[Stored items]
*** Begin section ***

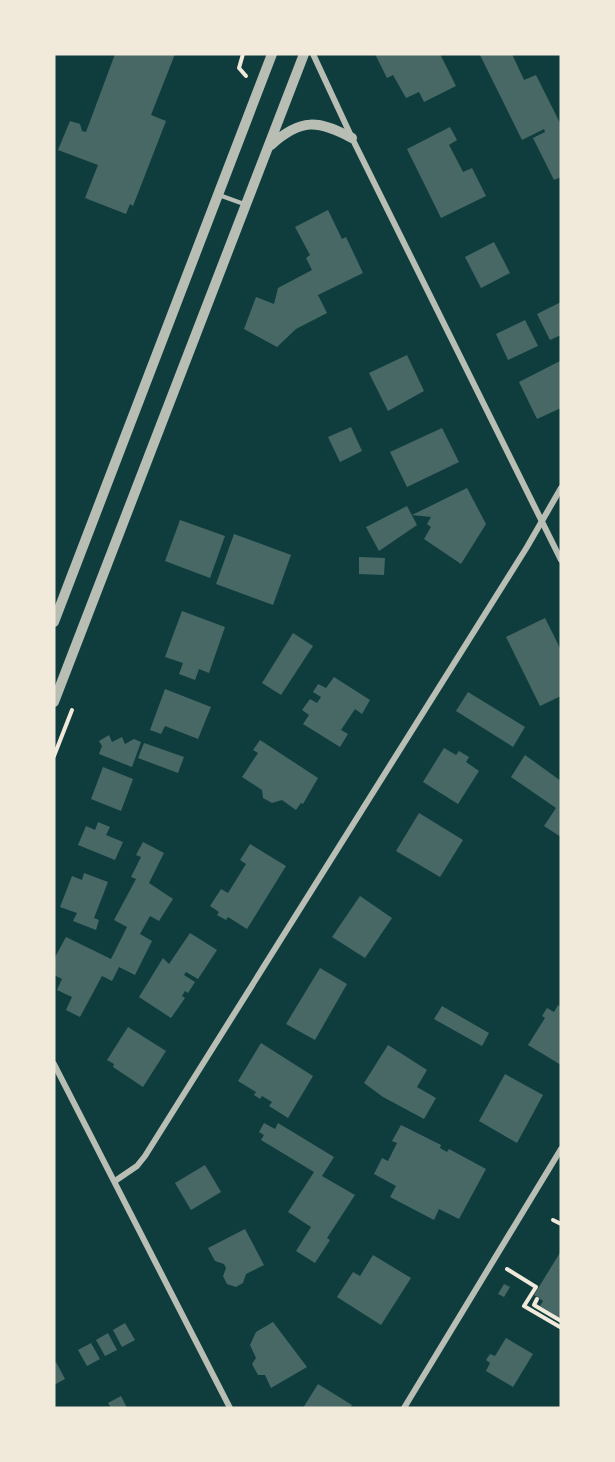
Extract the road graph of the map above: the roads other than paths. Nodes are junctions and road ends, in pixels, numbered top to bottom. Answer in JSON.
{"nodes":[{"id":1,"x":272,"y":54,"type":"edge"},
{"id":2,"x":304,"y":54,"type":"edge"},
{"id":3,"x":313,"y":54,"type":"edge"},
{"id":4,"x":352,"y":138,"type":"junction"},
{"id":5,"x":268,"y":148,"type":"junction"},
{"id":6,"x":219,"y":195,"type":"junction"},
{"id":7,"x":246,"y":204,"type":"junction"},
{"id":8,"x":561,"y":488,"type":"edge"},
{"id":9,"x":542,"y":521,"type":"junction"},
{"id":10,"x":561,"y":560,"type":"edge"},
{"id":11,"x":54,"y":622,"type":"edge"},
{"id":12,"x":54,"y":702,"type":"edge"},
{"id":13,"x":54,"y":1064,"type":"edge"},
{"id":14,"x":561,"y":1149,"type":"edge"},
{"id":15,"x":115,"y":1181,"type":"junction"},
{"id":16,"x":231,"y":1408,"type":"edge"},
{"id":17,"x":404,"y":1408,"type":"edge"}],
"edges":[{"from":1,"to":6,"type":"street"},
{"from":2,"to":5,"type":"street"},
{"from":3,"to":4,"type":"street"},
{"from":4,"to":5,"type":"street"},
{"from":4,"to":9,"type":"street"},
{"from":5,"to":7,"type":"street"},
{"from":6,"to":7,"type":"lane"},
{"from":6,"to":11,"type":"street"},
{"from":7,"to":12,"type":"street"},
{"from":8,"to":9,"type":"street"},
{"from":9,"to":10,"type":"street"},
{"from":9,"to":15,"type":"street"},
{"from":13,"to":15,"type":"street"},
{"from":14,"to":17,"type":"street"},
{"from":15,"to":16,"type":"street"}]}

*** End section ***

- [HOW TO COMPLETE THIS TASK]: Repeat every line of the data exactly, but do not include pictures.

- [PROBLEM SOLUTION]:
Extract the road graph of the map above: the roads other than paths. Nodes are junctions and road ends, in pixels, numbered top to bottom. Answer in JSON.
{"nodes":[{"id":1,"x":272,"y":54,"type":"edge"},
{"id":2,"x":304,"y":54,"type":"edge"},
{"id":3,"x":313,"y":54,"type":"edge"},
{"id":4,"x":352,"y":138,"type":"junction"},
{"id":5,"x":268,"y":148,"type":"junction"},
{"id":6,"x":219,"y":195,"type":"junction"},
{"id":7,"x":246,"y":204,"type":"junction"},
{"id":8,"x":561,"y":488,"type":"edge"},
{"id":9,"x":542,"y":521,"type":"junction"},
{"id":10,"x":561,"y":560,"type":"edge"},
{"id":11,"x":54,"y":622,"type":"edge"},
{"id":12,"x":54,"y":702,"type":"edge"},
{"id":13,"x":54,"y":1064,"type":"edge"},
{"id":14,"x":561,"y":1149,"type":"edge"},
{"id":15,"x":115,"y":1181,"type":"junction"},
{"id":16,"x":231,"y":1408,"type":"edge"},
{"id":17,"x":404,"y":1408,"type":"edge"}],
"edges":[{"from":1,"to":6,"type":"street"},
{"from":2,"to":5,"type":"street"},
{"from":3,"to":4,"type":"street"},
{"from":4,"to":5,"type":"street"},
{"from":4,"to":9,"type":"street"},
{"from":5,"to":7,"type":"street"},
{"from":6,"to":7,"type":"lane"},
{"from":6,"to":11,"type":"street"},
{"from":7,"to":12,"type":"street"},
{"from":8,"to":9,"type":"street"},
{"from":9,"to":10,"type":"street"},
{"from":9,"to":15,"type":"street"},
{"from":13,"to":15,"type":"street"},
{"from":14,"to":17,"type":"street"},
{"from":15,"to":16,"type":"street"}]}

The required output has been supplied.